Why is it in News?
- A three-judge Bench of the Supreme Court has recalled its May 16, 2025 judgment that had declared retrospective/ex-post facto environmental clearances as “gross illegality”.
- Majority (CJI B.R. Gavai & Justice K. Vinod Chandran) held that allowing the earlier judgment to operate would have devastating economic consequences.
- Justice Ujjal Bhuyan dissented, warning the Court is “backtracking on sound environmental jurisprudence”.
Relevance :
- GS 3: Environment & Ecology (EIA, environmental governance, precautionary principle)
- GS 2: Judiciary & Governance (judicial review, balance between environment–economy, Article 21)
- GS 3: Infrastructure & Industry (impact on projects, regulatory compliance)

What are Environmental Clearances (ECs)?
- Statutory requirement under Environment (Protection) Act, 1986 & EIA Notification 2006.

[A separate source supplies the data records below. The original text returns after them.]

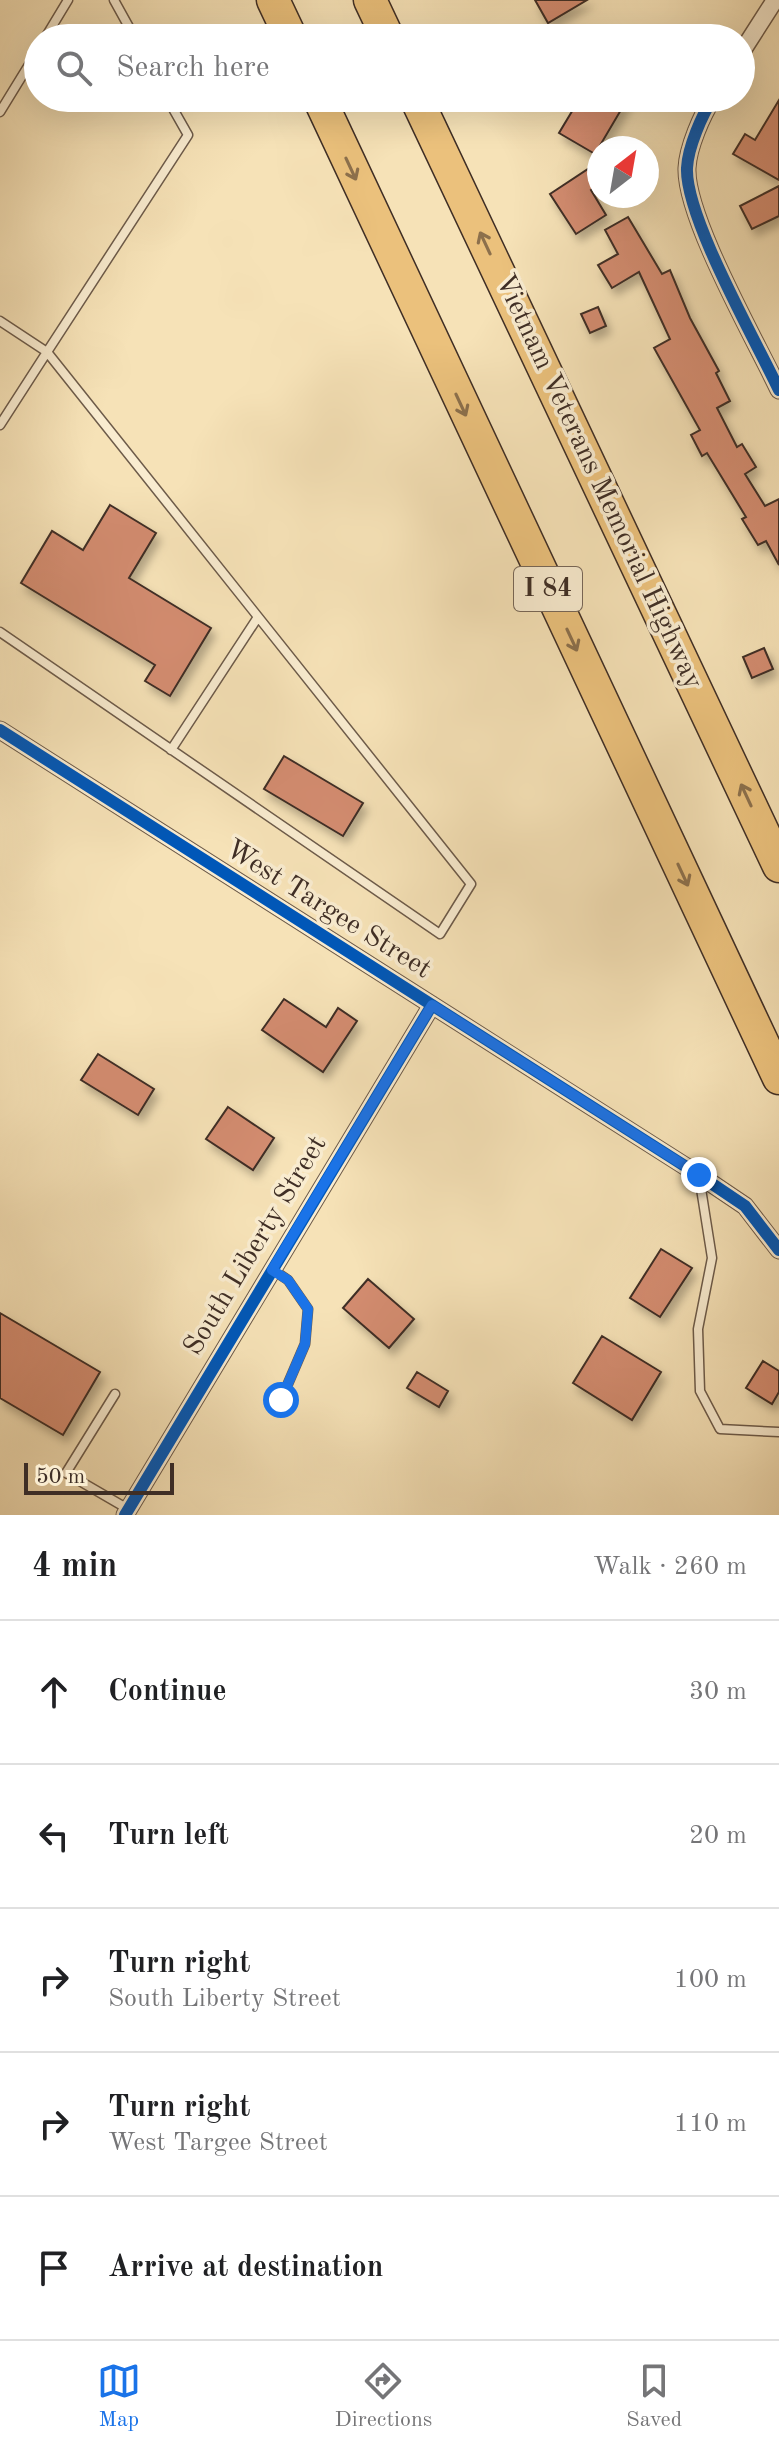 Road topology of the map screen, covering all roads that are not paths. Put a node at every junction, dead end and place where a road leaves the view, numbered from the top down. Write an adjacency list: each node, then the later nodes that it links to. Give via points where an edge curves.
1 (68, 0): 6 (lane)
2 (114, 0): 7 (lane)
3 (273, 0): 8 (highway)
4 (370, 0): 9 (highway)
5 (775, 0): 10 (street)
6 (53, 24)
7 (127, 24)
8 (284, 24)
9 (381, 24)
10 (755, 31)
11 (24, 73): 12 (lane)
12 (0, 112)
13 (175, 112): 18 (lane, via 188,135)
14 (326, 112): 27 (highway, I 84, one-way to 27)
15 (423, 112): 25 (highway, Vietnam Veterans Memorial Highway, one-way to 15)
16 (705, 112): 19 (street, via 687,167 698,220)
17 (0, 321): 18 (lane)
18 (47, 352): 20 (lane); 21 (lane)
19 (779, 390)
20 (0, 425)
21 (258, 617): 24 (lane); 24 (lane, via 471,884 440,934)
22 (0, 632): 24 (lane)
23 (0, 730): 26 (street, West Targee Street)
24 (171, 750)
25 (779, 866)
26 (432, 1005): 28 (street, West Targee Street); 30 (street, South Liberty Street)
27 (779, 1078)
28 (699, 1175): 29 (street, West Targee Street, via 745,1206); 33 (lane, via 712,1258 698,1329 700,1391 720,1429)
29 (779, 1250)
30 (272, 1270): 32 (lane, via 288,1280 308,1309 305,1344); 34 (street, South Liberty Street)
31 (115, 1394): 34 (lane, via 66,1473)
32 (281, 1400)
33 (779, 1432)
34 (127, 1512)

- Mandates prior environmental approval before construction, expansion, or operation of certain projects.
- Ensures:
- Environmental Impact Assessment (EIA)
- Public consultation
- Mitigation measures
- Compliance monitoring.
What are Ex Post Facto ECs?
- ECs granted after a project has already started/been completed, violating the “prior approval” principle.
- Considered legally questionable because:
- Violates the precautionary principle.
- Undermines sustainable development norms.
- Rewards non-compliance.
The May 16, 2024 Judgment (Now Recalled)
- Bench of Justice A.S. Oka & Justice Ujjal Bhuyan.
- Held that:
- Ex post facto ECs are an “anathema” and “gross illegality”.
- Violates Article 21 (right to clean environment).
- Projects constructed without EC must face strict consequences.
- Would have impacted:
- Large real estate, infrastructure, industrial projects.
- Thousands of crores of investment.
The November 2025 Review Judgment (Recall Order)
Majority View (CJI Gavai + Justice Chandran)
- Allowing the May 16 ruling to stand would cause “devastating economic impact”.
- Thousands of crores of investment would be wasted; projects would become illegal overnight.
- Review allowed primarily on economic & practical grounds, not on legal reinterpretation.
- Stressed need to balance environmental protection with economic stability.
- Suggests that procedural lapses should not destroy completed projects if rectification is possible.
Minority View (Justice Ujjal Bhuyan)
- Strong dissent; called the recall “pained backtracking on environmental jurisprudence”.
- Argues:
- Precautionary principle, polluter-pays, inter-generational equity are being diluted.
- Granting ex post facto ECs rewards violators and encourages non-compliance.
- The judiciary’s role is to protect environmental rule of law, not facilitate retrospective regularisation.
- Points to Delhi smog as a daily reminder of environmental degradation.
- Says the majority is overlooking “fundamentals of environmental law”.
Key Issues Raised by the Case
1. Precautionary Principle vs. Economic Considerations
- Precautionary principle requires prior approval; retrospective permission undermines it.
- Majority prioritised economic stability.
- Minority prioritised environmental sanctity.
2. Separation of Powers
- Whether courts can effectively validate retrospective permissions that dilute statutory requirements.
3. Environmental Rule of Law
- Recall signals a potential softening of strict judicial scrutiny of environmental compliance.
4. Governance Implications
- Encourages laxity by developers expecting post-facto regularisation.
- Raises concerns about regulatory capture and weak enforcement.
Implications
Short-Term
- Relief for construction/real estate/industrial sectors.
- Prevents mass demolition or halting of ongoing commercial activity.
Long-Term
- Weakens deterrence against environmental violations.
- Could reduce the effectiveness of the EIA regime.
- Raises doubts about India’s commitment to sustainable development jurisprudence.
Conclusion
- The case is a classic environment vs. economy conflict.
- Reflects movement from strong judicial environmentalism (Oka–Bhuyan approach) to pragmatic judicial balancing (Gavai–Chandran approach).
- Highlights the institutional tension between environmental rule of law and economic governance.